- _Exercise requirements_
If a line of the data below holds the word "thumb", list it.

- _Excerpted records_

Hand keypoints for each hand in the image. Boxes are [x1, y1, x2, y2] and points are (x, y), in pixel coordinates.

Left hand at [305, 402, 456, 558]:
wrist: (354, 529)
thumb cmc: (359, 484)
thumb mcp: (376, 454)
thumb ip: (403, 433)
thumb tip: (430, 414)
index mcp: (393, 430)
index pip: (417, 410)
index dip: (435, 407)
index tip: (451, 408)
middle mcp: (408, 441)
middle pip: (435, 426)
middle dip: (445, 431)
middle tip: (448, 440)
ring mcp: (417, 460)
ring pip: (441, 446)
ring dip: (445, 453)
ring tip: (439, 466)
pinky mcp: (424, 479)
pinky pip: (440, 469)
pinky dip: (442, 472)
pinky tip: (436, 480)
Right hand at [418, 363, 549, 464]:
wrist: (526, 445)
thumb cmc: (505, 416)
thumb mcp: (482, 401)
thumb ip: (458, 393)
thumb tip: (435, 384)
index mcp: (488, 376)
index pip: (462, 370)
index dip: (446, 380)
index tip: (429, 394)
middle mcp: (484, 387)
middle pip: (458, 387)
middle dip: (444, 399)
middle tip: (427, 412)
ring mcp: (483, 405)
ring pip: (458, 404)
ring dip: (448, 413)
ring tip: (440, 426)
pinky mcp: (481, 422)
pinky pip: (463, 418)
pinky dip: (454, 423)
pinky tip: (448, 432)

- _Solution_
thumb cmc: (359, 484)
thumb mcp: (376, 454)
thumb ip: (403, 433)
thumb tip: (430, 414)
thumb cmc: (505, 416)
thumb mcp: (482, 401)
thumb ip: (458, 393)
thumb tip: (435, 384)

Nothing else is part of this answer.